>>>

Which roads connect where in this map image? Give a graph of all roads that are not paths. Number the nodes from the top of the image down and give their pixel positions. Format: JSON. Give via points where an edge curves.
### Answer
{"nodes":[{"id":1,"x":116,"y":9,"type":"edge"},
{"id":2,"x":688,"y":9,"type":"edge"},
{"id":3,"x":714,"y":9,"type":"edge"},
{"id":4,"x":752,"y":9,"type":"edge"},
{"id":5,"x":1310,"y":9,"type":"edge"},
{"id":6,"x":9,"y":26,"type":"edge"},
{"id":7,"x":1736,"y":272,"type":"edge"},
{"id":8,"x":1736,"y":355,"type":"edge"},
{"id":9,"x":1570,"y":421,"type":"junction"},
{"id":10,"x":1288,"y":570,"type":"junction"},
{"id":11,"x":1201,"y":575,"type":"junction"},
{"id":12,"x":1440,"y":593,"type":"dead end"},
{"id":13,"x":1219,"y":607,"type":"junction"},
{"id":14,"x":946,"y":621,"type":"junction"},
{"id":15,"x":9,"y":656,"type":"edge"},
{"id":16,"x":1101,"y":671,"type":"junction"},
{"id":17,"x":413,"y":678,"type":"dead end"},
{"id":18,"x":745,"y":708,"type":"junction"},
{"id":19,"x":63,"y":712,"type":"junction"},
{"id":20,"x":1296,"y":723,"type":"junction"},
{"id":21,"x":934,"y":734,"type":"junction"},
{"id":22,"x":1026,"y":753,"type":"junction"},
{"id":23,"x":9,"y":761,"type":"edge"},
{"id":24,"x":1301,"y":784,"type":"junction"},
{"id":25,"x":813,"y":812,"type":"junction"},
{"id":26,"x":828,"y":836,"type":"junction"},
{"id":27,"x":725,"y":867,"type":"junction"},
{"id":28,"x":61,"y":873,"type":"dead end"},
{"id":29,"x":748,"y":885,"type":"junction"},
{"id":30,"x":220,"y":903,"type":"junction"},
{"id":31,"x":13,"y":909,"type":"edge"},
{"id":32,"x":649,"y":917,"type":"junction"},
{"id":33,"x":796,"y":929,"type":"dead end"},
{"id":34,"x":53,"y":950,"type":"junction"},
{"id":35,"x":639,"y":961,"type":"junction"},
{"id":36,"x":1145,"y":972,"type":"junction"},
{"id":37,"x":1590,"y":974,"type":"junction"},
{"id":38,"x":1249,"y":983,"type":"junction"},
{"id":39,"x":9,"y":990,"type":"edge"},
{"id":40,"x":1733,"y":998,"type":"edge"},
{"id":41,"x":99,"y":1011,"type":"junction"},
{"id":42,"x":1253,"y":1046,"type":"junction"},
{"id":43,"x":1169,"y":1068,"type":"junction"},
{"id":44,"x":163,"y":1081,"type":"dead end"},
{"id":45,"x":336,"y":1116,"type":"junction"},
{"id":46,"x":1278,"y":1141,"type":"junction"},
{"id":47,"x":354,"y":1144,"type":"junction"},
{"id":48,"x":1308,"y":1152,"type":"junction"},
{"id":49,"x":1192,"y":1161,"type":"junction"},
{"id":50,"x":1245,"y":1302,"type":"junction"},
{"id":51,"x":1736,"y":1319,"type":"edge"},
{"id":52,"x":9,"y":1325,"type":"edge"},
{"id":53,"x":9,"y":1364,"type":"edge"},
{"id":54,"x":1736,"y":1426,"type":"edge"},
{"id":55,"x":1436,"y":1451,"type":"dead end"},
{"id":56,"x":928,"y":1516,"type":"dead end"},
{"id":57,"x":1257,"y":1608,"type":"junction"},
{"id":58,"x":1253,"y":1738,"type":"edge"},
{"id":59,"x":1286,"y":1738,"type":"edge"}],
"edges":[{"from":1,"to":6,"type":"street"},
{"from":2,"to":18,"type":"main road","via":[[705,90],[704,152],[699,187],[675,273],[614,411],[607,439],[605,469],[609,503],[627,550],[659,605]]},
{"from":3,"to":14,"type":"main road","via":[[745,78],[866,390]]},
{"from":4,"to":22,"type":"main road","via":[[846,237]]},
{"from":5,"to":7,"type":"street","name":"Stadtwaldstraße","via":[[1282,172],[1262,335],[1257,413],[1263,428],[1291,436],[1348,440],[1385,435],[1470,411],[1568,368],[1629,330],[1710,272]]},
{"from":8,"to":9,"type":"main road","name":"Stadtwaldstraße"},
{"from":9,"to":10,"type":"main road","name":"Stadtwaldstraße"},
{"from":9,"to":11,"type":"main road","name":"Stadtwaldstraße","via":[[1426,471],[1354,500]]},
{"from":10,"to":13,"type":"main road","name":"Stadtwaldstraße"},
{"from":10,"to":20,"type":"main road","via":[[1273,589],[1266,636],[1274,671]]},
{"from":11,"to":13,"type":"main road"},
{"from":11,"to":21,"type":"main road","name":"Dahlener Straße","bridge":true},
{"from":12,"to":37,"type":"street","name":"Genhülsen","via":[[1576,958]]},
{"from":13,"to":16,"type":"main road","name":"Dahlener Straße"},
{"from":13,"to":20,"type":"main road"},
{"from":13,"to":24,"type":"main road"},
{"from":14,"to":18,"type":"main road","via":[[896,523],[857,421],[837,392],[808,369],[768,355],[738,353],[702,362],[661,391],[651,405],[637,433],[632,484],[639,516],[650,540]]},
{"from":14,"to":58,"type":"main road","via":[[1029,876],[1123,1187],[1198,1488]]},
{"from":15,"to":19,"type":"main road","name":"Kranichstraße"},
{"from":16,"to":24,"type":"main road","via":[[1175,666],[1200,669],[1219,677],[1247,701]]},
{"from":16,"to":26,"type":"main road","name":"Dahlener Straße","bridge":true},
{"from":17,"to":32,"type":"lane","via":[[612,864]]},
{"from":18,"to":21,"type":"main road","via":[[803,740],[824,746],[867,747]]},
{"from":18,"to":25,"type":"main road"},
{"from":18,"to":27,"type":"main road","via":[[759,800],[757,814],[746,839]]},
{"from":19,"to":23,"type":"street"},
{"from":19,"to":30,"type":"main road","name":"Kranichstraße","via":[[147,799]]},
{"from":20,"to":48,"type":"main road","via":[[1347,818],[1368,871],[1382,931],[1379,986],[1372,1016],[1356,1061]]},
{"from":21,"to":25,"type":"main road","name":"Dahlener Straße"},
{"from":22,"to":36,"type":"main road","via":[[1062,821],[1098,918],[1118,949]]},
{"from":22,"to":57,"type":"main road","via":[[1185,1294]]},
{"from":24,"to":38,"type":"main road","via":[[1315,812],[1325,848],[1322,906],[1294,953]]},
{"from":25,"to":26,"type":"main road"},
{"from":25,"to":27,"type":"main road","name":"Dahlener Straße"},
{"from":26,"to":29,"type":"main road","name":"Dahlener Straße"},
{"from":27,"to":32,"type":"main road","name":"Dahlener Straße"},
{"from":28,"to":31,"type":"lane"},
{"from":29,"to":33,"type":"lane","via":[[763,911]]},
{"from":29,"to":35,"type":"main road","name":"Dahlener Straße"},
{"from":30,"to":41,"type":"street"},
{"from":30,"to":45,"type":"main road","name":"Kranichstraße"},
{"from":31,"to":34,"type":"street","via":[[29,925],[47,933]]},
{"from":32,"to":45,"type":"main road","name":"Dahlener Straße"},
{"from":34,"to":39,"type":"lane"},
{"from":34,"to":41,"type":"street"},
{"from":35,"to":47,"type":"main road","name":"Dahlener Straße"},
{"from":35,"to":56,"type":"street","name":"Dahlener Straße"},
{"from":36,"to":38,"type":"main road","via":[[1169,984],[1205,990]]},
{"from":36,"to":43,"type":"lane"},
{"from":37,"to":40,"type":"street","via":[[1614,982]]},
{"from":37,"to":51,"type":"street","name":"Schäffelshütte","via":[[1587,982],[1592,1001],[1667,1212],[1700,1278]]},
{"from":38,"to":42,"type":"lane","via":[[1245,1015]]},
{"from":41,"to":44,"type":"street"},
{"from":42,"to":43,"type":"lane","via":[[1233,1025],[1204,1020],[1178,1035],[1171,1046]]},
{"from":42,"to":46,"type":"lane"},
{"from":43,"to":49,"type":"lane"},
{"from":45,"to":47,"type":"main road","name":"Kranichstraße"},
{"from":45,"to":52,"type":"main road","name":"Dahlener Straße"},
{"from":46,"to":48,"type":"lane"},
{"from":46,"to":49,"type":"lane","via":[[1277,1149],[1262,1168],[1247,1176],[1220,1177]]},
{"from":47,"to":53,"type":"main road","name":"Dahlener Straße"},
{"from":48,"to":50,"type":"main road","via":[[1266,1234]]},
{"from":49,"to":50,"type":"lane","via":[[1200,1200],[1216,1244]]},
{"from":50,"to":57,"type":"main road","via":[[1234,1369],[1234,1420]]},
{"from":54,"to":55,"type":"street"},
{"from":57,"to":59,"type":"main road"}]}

<<<

▶ **Aim of the task**
Copy out, from the listing above, every line that contains the string "Kranichstraße".

▶ **Written answer**
{"from":15,"to":19,"type":"main road","name":"Kranichstraße"},
{"from":19,"to":30,"type":"main road","name":"Kranichstraße","via":[[147,799]]},
{"from":30,"to":45,"type":"main road","name":"Kranichstraße"},
{"from":45,"to":47,"type":"main road","name":"Kranichstraße"},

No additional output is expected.